Creation and manipulation of sets.

Usage

set(...)
as.set(x)
make_set_with_order(x)
is.set(x)

set_is_empty(x)
set_is_subset(x, y)
set_is_proper_subset(x, y)
set_is_equal(x, y)
set_contains_element(x, e)

set_union(...)
set_intersection(...)
set_symdiff(...)
set_complement(x, y)
set_cardinality(x)
## S3 method for class 'set'
length(x)
## S3 method for class 'set'
lengths(x, use.names = TRUE)
set_power(x)
set_cartesian(...)
set_combn(x, m)

Arguments

x

For as.set() and is.set(): an R object. A set object otherwise.

y

A set object.

e

An R object.

m

Number of elements to choose.

use.names

logical; should the names of x be used in the result?

...

For set(): R objects, and set objects otherwise.

Details

These functions represent basic infrastructure for handling sets of general (R) objects. The set_is_foo() predicates are vectorized. In addition to the methods defined, one can use the following operators: | for the union, - for the difference (or complement), & for the intersection, %D% for the symmetric difference, * and ^n for the (nn-fold) cartesian product, 2^ for the power set, %e% for the element-of predicate, < and <= for the (proper) subset predicate, > and >= for the (proper) superset predicate, and == and != for (in)equality. The length method for sets gives the cardinality. The lengths method coerces the set to a list before applying the length method on its elements. set_combn returns the set of all subsets of specified length. The Summary methods do also work if defined for the set elements. The mean and median methods try to convert the object to a numeric vector before calling the default methods.

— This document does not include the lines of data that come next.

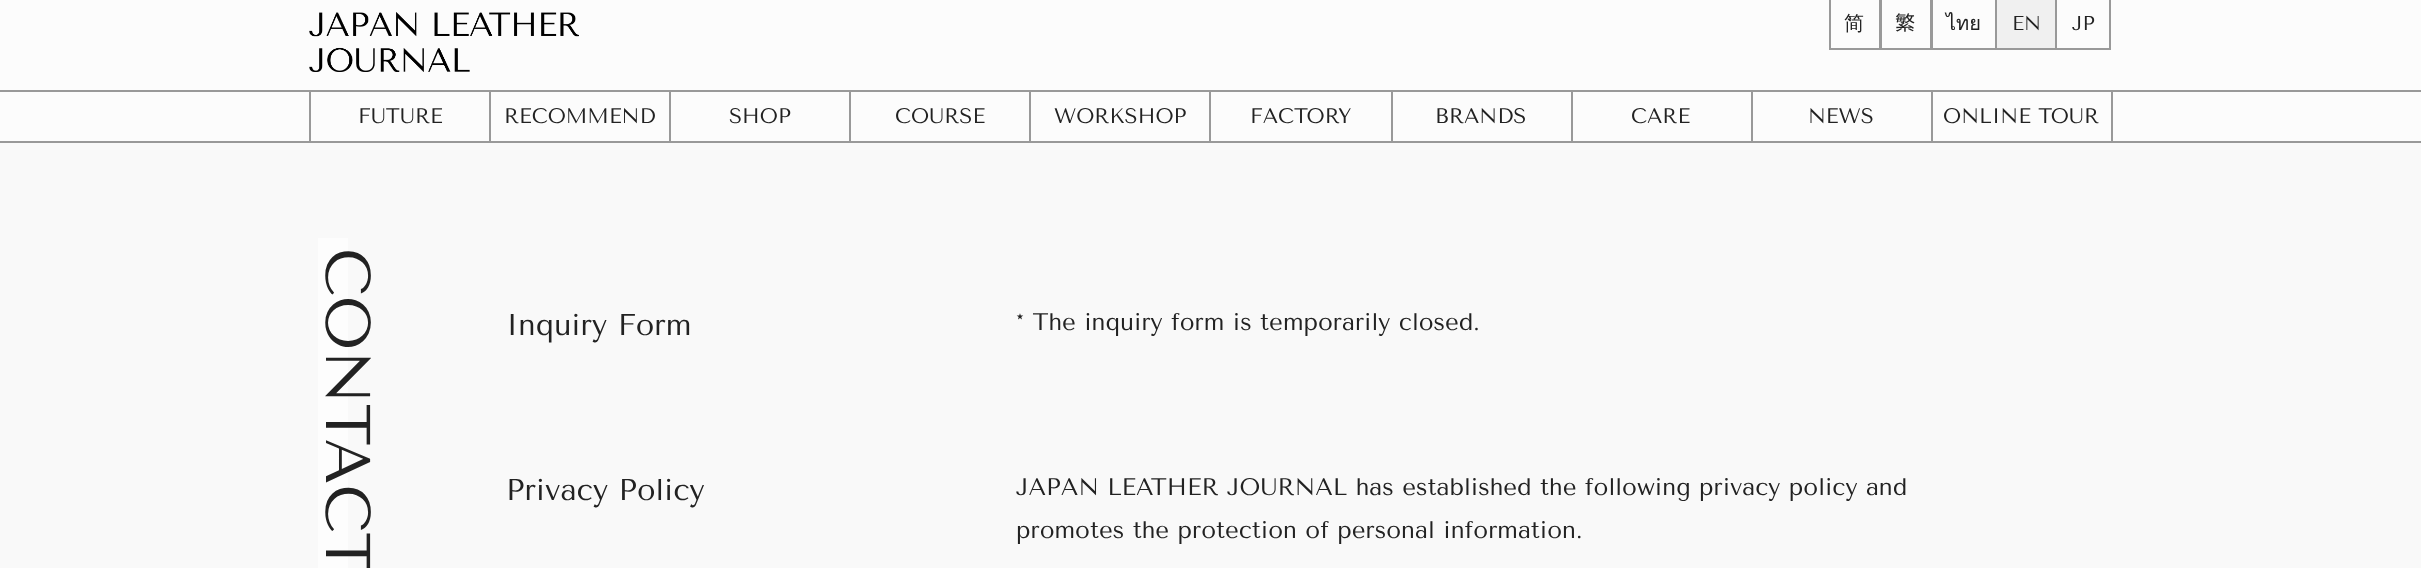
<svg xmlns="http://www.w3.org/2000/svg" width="2421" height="568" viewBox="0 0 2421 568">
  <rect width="100%" height="100%" fill="#f9f9f9"/>
  <path d="M0 0h2421v141H0z" fill="#fcfcfc"/>
  <path d="M0 90h2421v2H0z" fill="#999"/>
  <image x="309" y="12" width="270" height="60" href="img/1.png"/>
  <path d="M1830 -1h50v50H1830z" fill="none" stroke="#999" stroke-width="2"/>
  <path d="M1881 -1h50v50H1881z" fill="none" stroke="#999" stroke-width="2"/>
  <path d="M1932 -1h64v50H1932z" fill="none" stroke="#999" stroke-width="2"/>
  <path d="M1996 -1h60v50H1996z" fill="#f0f0f0" stroke="#999" stroke-width="2"/>
  <path d="M2056 -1h54v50H2056z" fill="none" stroke="#999" stroke-width="2"/>
  <path d="M0 141h2421v2H0z" fill="#999"/>
  <path d="M309 92h2v49H309z" fill="#999"/>
  <path d="M489 92h2v49H489z" fill="#999"/>
  <path d="M669 92h2v49H669z" fill="#999"/>
  <path d="M849 92h2v49H849z" fill="#999"/>
  <path d="M1029 92h2v49H1029z" fill="#999"/>
  <path d="M1209 92h2v49H1209z" fill="#999"/>
  <path d="M1391 92h2v49H1391z" fill="#999"/>
  <path d="M1571 92h2v49H1571z" fill="#999"/>
  <path d="M1751 92h2v49H1751z" fill="#999"/>
  <path d="M1931 92h2v49H1931z" fill="#999"/>
  <path d="M2111 92h2v49H2111z" fill="#999"/>
  <path d="M318 238h30v330H318z" fill="#fdfdfd"/>
  <text x="1844" y="30" font-family="WenQuanYi Zen Hei" font-size="20" font-weight="500" fill="#222">简</text>
  <text x="1895" y="30" font-family="Noto Sans JP" font-size="20" fill="#222">繁</text>
  <text x="1946" y="30" font-family="Loma" font-size="20" fill="#222">ไทย</text>
  <g font-family="Tenor Sans" font-size="20" fill="#222">
    <text x="2012" y="30">EN</text>
    <text x="2072" y="30">JP</text>
  </g>
  <g font-family="Tenor Sans" font-size="21" fill="#222">
    <text x="358" y="123">FUTURE</text>
    <text x="504" y="123">RECOMMEND</text>
    <text x="729" y="123">SHOP</text>
    <text x="895" y="123">COURSE</text>
    <text x="1054" y="123">WORKSHOP</text>
    <text x="1250" y="123">FACTORY</text>
    <text x="1435" y="123">BRANDS</text>
    <text x="1631" y="123">CARE</text>
    <text x="1808" y="123">NEWS</text>
    <text x="1943" y="123">ONLINE TOUR</text>
  </g>
  <text x="326" y="248" transform="rotate(90 326 248)" font-family="Tenor Sans" font-size="63" fill="#222">CONTACT</text>
  <text x="506" y="335" font-family="Tenor Sans" font-size="30" fill="#222">Inquiry Form</text>
  <text x="1016" y="330" font-family="Tenor Sans" font-size="24" fill="#222">* The inquiry form is temporarily closed.</text>
  <text x="506" y="500" font-family="Tenor Sans" font-size="30" fill="#222">Privacy Policy</text>
  <g font-family="Tenor Sans" font-size="24" fill="#222">
    <text x="1016" y="495">JAPAN LEATHER JOURNAL has established the following privacy policy and</text>
    <text x="1016" y="538">promotes the protection of personal information.</text>
  </g>
</svg>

Because set elements are unordered, it is not allowed to use positional indexing. However, it is possible to do indexing using element labels or simply the elements themselves (useful, e.g., for subassignment). In addition, it is possible to iterate over all elements using for and lapply/sapply.

Note that converting objects to sets may change the internal order of the elements, so that iterating over the original data might give different results than iterating over the corresponding set. The permutation can be obtained using the generic function make_set_with_order, returning both the set and the ordering. as.set simply calls make_set_with_order internally and strips the order information, so user-defined methods for coercion have to be provided for the latter and not for as.set.

Note that set_union, set_intersection, and set_symdiff accept any number of arguments. The nn-ary symmetric difference of sets contains just elements which are in an odd number of the sets.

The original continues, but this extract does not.